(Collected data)

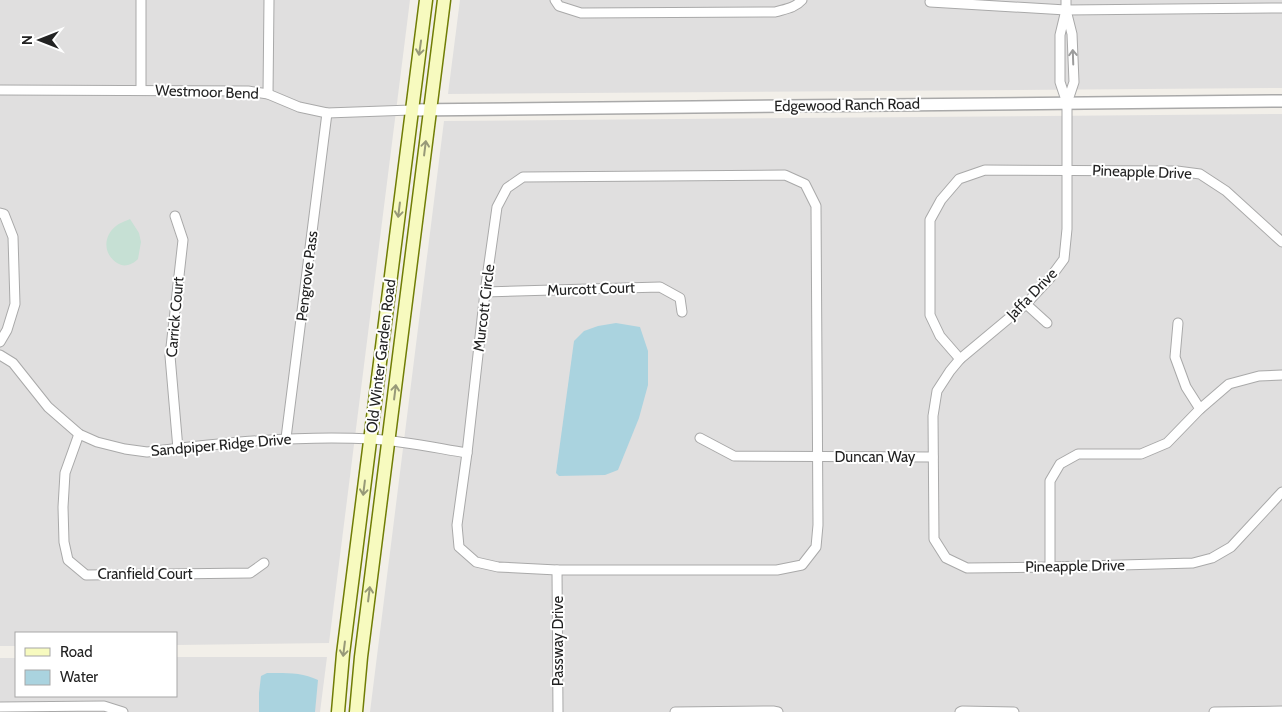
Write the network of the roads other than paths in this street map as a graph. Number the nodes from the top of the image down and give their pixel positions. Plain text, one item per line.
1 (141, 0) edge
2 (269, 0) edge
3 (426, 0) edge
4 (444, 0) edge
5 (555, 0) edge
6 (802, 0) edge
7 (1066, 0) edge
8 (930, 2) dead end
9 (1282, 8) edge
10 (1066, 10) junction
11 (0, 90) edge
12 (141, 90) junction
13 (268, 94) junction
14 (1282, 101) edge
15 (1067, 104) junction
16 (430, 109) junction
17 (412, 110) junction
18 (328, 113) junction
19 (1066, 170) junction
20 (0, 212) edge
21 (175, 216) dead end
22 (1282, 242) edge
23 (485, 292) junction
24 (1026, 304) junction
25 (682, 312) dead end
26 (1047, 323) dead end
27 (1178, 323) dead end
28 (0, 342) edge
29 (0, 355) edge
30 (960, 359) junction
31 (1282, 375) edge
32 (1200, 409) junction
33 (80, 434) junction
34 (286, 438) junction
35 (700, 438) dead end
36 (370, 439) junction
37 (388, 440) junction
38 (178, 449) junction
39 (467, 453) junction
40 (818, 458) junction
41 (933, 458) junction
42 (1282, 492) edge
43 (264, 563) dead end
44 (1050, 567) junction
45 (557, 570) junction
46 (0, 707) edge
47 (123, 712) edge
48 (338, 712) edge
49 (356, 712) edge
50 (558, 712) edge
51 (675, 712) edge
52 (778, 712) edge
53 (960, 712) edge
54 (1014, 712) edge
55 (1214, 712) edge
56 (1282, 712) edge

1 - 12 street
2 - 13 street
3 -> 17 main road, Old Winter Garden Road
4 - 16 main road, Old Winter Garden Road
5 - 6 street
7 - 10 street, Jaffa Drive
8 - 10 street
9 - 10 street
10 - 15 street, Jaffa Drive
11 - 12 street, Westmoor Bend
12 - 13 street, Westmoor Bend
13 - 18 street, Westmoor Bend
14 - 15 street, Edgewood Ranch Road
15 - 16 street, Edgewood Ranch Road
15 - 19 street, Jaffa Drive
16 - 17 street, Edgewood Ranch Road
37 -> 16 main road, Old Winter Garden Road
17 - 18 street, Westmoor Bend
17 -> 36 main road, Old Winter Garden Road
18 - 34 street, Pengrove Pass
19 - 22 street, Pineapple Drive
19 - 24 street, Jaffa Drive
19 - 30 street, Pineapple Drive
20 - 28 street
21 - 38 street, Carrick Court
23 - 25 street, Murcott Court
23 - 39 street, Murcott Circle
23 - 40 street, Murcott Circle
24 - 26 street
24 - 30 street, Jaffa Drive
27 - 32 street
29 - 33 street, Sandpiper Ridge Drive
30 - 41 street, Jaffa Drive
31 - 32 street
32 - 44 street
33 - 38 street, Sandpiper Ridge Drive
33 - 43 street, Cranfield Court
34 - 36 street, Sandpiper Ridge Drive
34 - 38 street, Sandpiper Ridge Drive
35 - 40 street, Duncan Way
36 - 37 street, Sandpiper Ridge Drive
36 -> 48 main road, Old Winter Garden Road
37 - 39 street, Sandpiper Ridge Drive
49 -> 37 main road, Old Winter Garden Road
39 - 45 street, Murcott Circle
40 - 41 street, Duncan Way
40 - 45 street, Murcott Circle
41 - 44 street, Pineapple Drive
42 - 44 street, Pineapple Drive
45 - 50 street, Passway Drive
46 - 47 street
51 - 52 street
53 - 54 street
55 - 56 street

# THE TASK
Search the entries for "Ridge" and copy out each line that has it.

# EXERCISE OUTPUT
29 - 33 street, Sandpiper Ridge Drive
33 - 38 street, Sandpiper Ridge Drive
34 - 36 street, Sandpiper Ridge Drive
34 - 38 street, Sandpiper Ridge Drive
36 - 37 street, Sandpiper Ridge Drive
37 - 39 street, Sandpiper Ridge Drive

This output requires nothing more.